- [Directions] Please give again, exactly, every line of the material from the one containing "Build a routing graph from the map, using" to the end, including both of those lines.

____

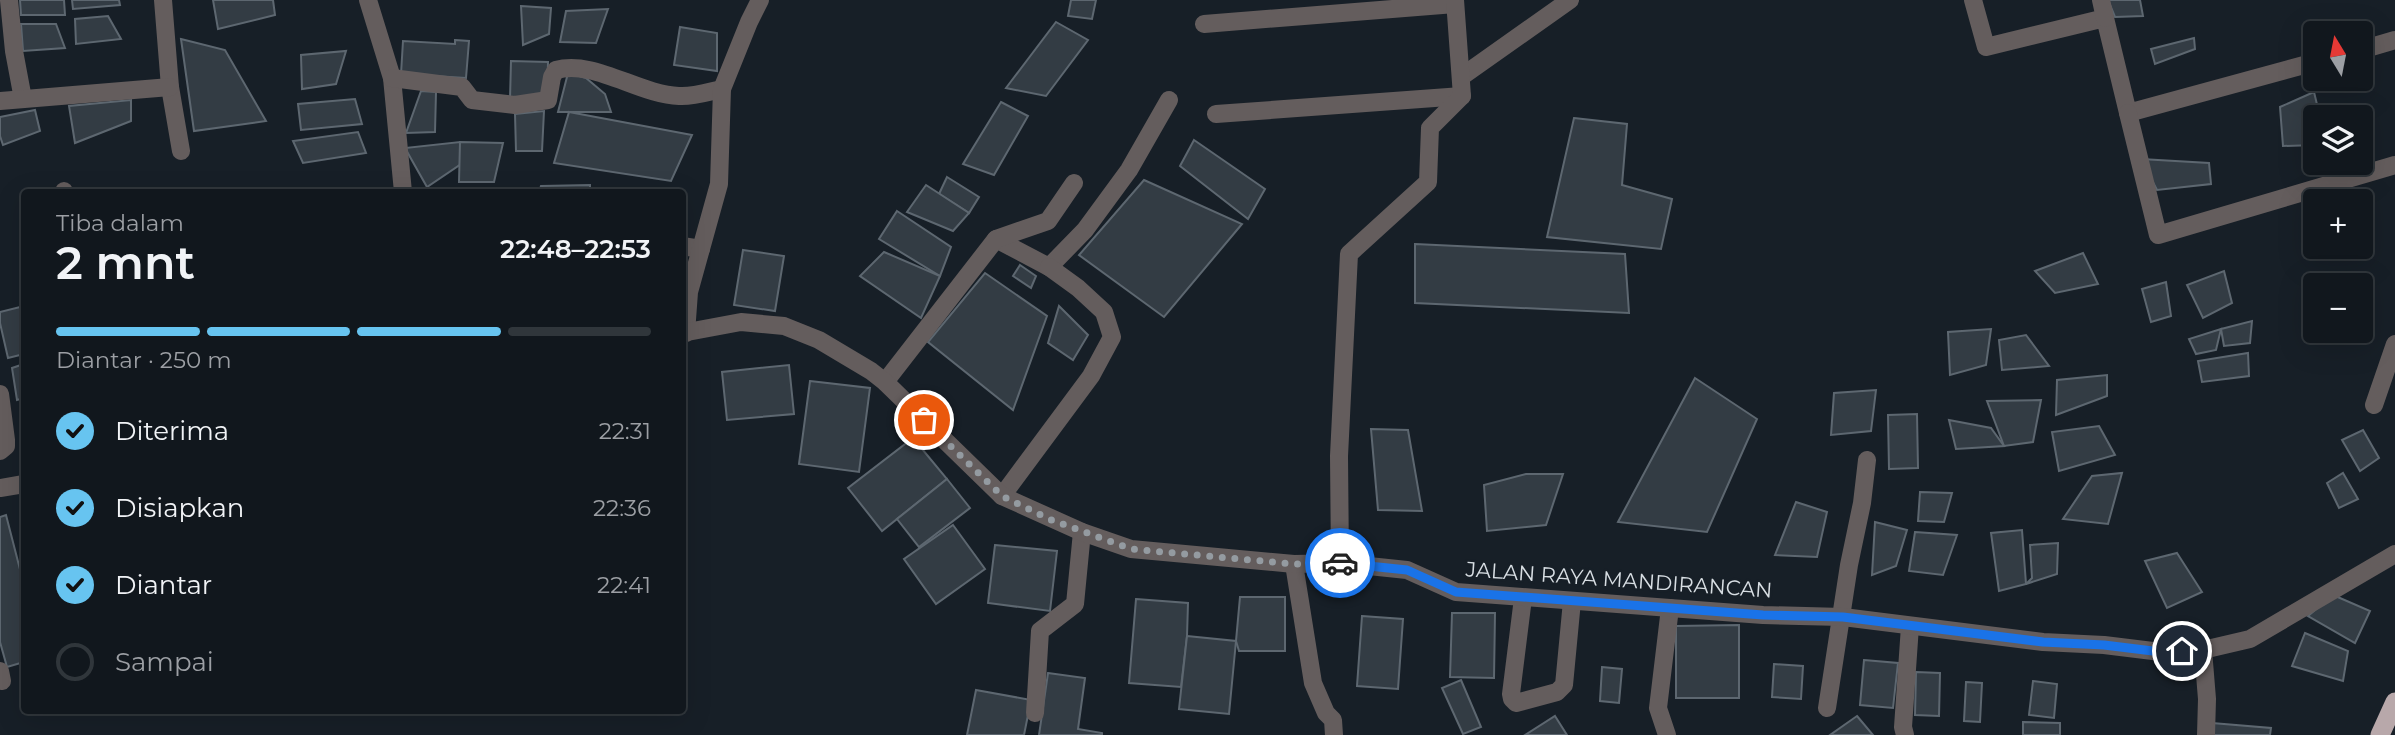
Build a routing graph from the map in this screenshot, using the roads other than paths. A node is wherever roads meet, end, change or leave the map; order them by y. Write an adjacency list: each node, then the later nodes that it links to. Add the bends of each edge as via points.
1 (9, 0): 19 (street)
2 (163, 0): 16 (street)
3 (368, 0): 15 (street)
4 (760, 0): 17 (street)
5 (1570, 0): 14 (street)
6 (1973, 0): 9 (street, via 1986,47)
7 (2101, 0): 9 (street)
8 (1455, 2): 10 (street); 14 (street)
9 (2105, 18): 22 (street)
10 (1204, 24)
11 (2395, 40): 12 (street)
12 (2373, 46)
13 (2303, 65): 22 (street)
14 (1461, 77): 18 (street)
15 (392, 78): 17 (street, via 462,87 472,100 516,105 548,100 552,77 565,68 613,75 634,86 677,96); 27 (street)
16 (170, 87): 19 (street); 24 (street)
17 (722, 89): 30 (street, via 719,184)
18 (1462, 96): 23 (street); 45 (street, via 1430,128 1428,182 1349,254 1339,456)
19 (23, 99): 21 (street)
20 (1169, 100): 31 (street, via 1129,170)
21 (0, 101)
22 (2129, 113): 25 (street, via 2158,235)
23 (1216, 114)
24 (181, 151)
25 (2395, 165)
26 (1074, 183): 28 (street, via 1048,221)
27 (402, 189)
28 (996, 239): 31 (street); 35 (street)
29 (686, 247): 30 (street)
30 (701, 249): 32 (street)
31 (1049, 267): 42 (street, via 1104,312 1112,337 1091,376)
32 (686, 317)
33 (686, 333): 35 (street, JALAN RAYA MANDIRANCAN, via 741,322 785,326 819,340)
34 (2395, 344): 37 (street)
35 (885, 382): 42 (street, JALAN RAYA MANDIRANCAN)
36 (0, 394): 38 (street, via 6,446)
37 (2374, 405)
38 (0, 451)
39 (1867, 460): 50 (street)
40 (21, 484): 41 (street)
41 (0, 488)
42 (1002, 496): 43 (street, JALAN RAYA MANDIRANCAN)
43 (1082, 532): 46 (street, JALAN RAYA MANDIRANCAN, via 1131,549); 55 (street, via 1075,604 1040,631)
44 (2395, 554): 52 (street, JALAN RAYA MANDIRANCAN, via 2250,639)
45 (1340, 563): 46 (street, JALAN RAYA MANDIRANCAN); 47 (street, JALAN RAYA MANDIRANCAN, via 1407,570 1456,592)
46 (1294, 564): 56 (street, via 1313,683 1333,720)
47 (1523, 598): 48 (street, JALAN RAYA MANDIRANCAN); 48 (street, via 1511,694 1516,703 1557,692 1564,685)
48 (1572, 601): 49 (street, JALAN RAYA MANDIRANCAN)
49 (1670, 608): 50 (street, JALAN RAYA MANDIRANCAN); 57 (street, via 1658,708)
50 (1843, 617): 51 (street, JALAN RAYA MANDIRANCAN); 54 (street)
51 (1910, 626): 52 (street, JALAN RAYA MANDIRANCAN, via 2161,652); 58 (street)
52 (2203, 650): 59 (street)
53 (2395, 702): 60 (highway)
54 (1828, 708)
55 (1035, 713)
56 (1334, 735)
57 (1667, 735)
58 (1905, 735)
59 (2206, 735)
60 (2380, 735)

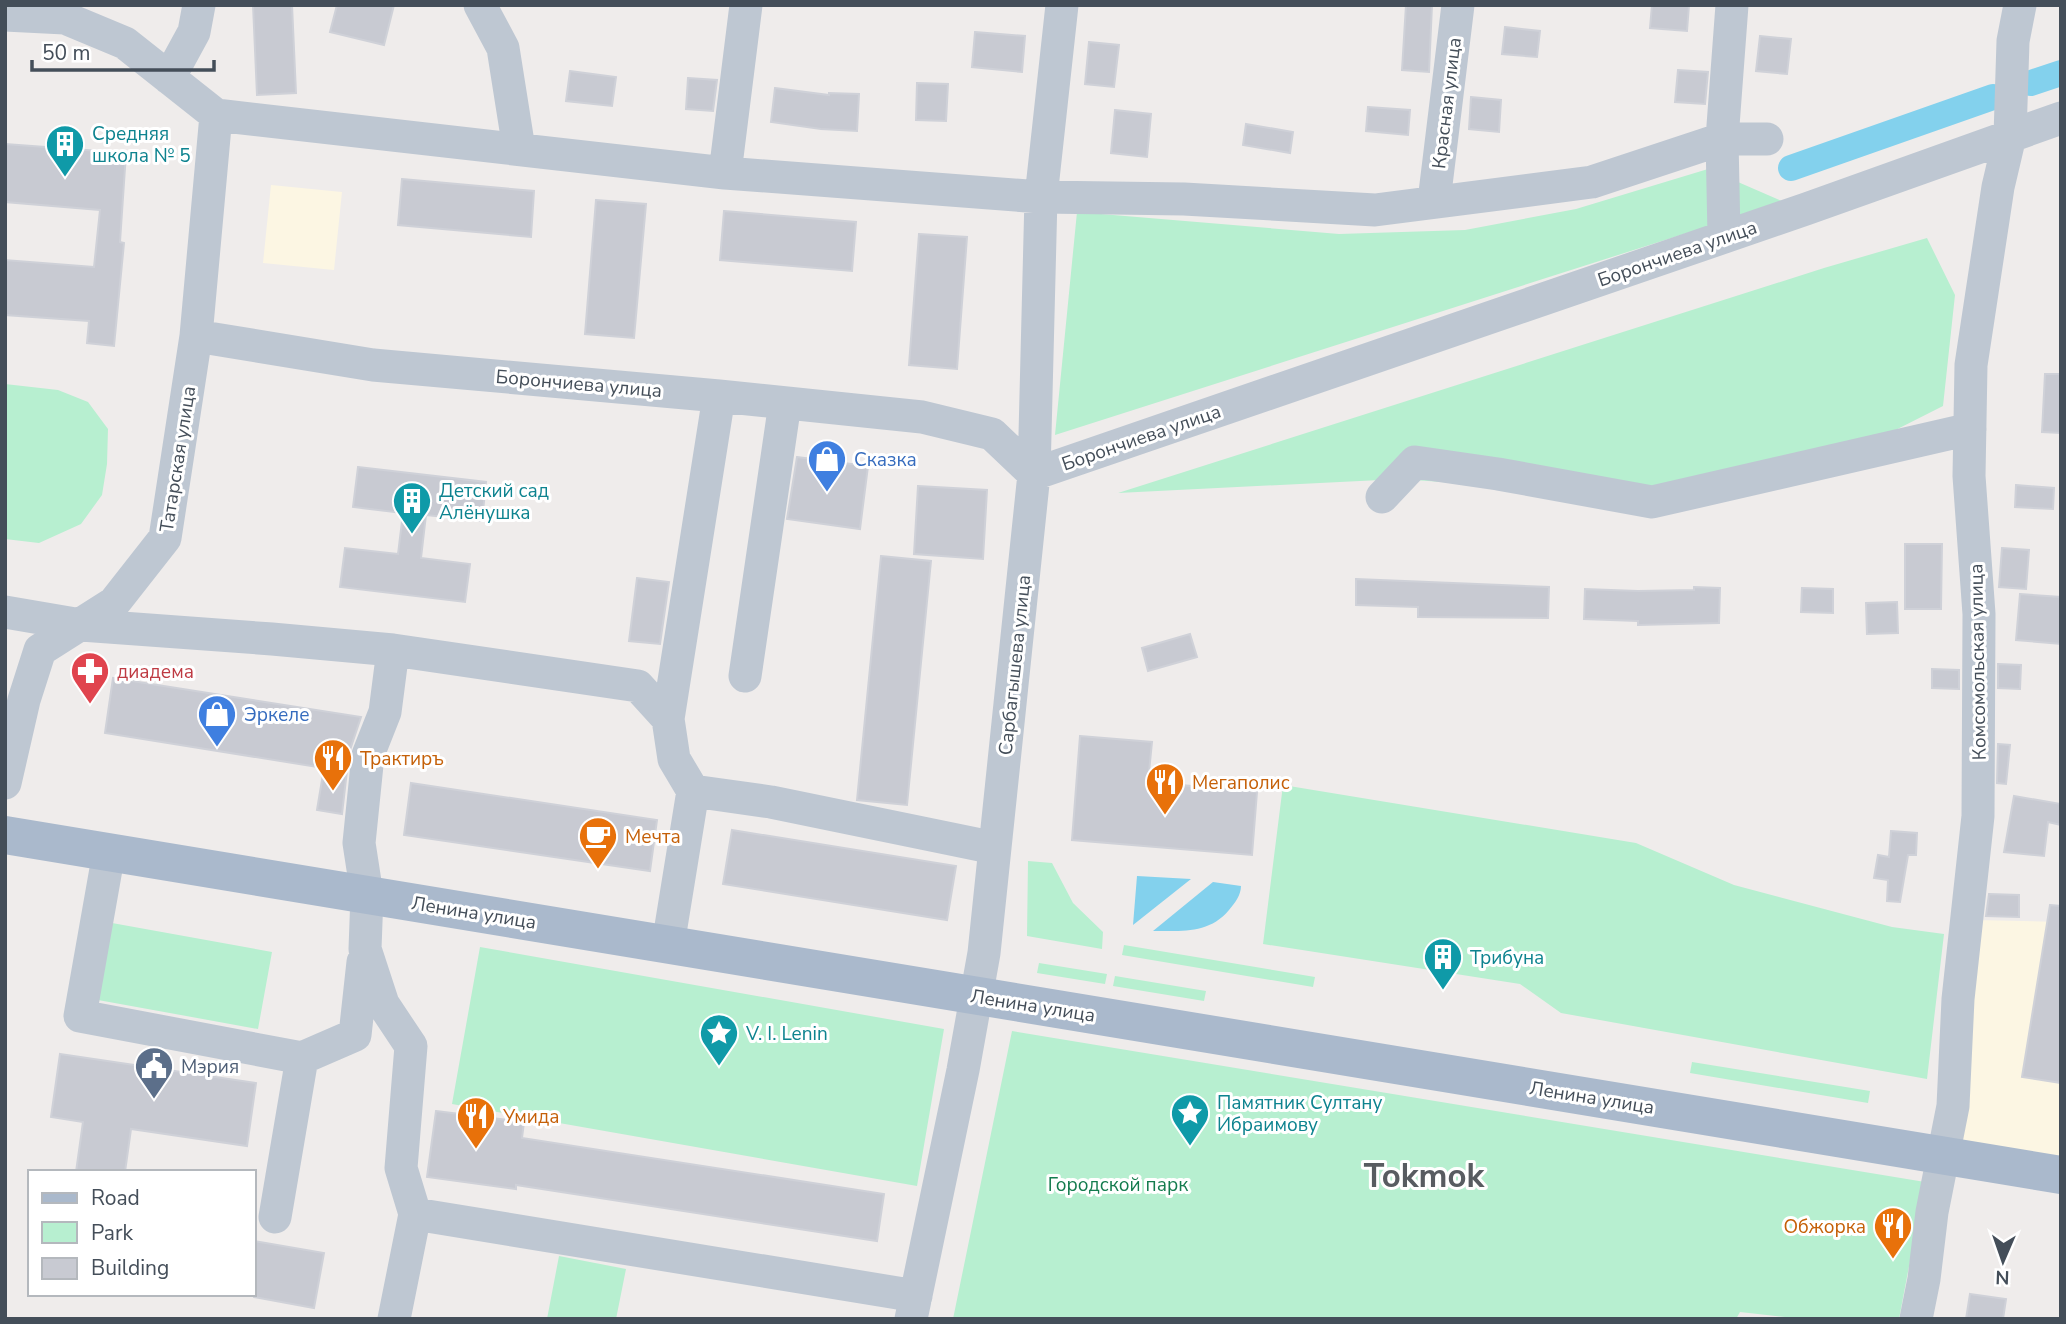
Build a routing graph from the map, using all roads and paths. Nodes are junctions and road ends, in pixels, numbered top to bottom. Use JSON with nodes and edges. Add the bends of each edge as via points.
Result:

____

- [The completed task]
Build a routing graph from the map, using all roads and paths. Nodes are junctions and road ends, in pixels, numbered top to bottom. Use JSON with nodes and edges. Add the bends of each edge as via points.
Result:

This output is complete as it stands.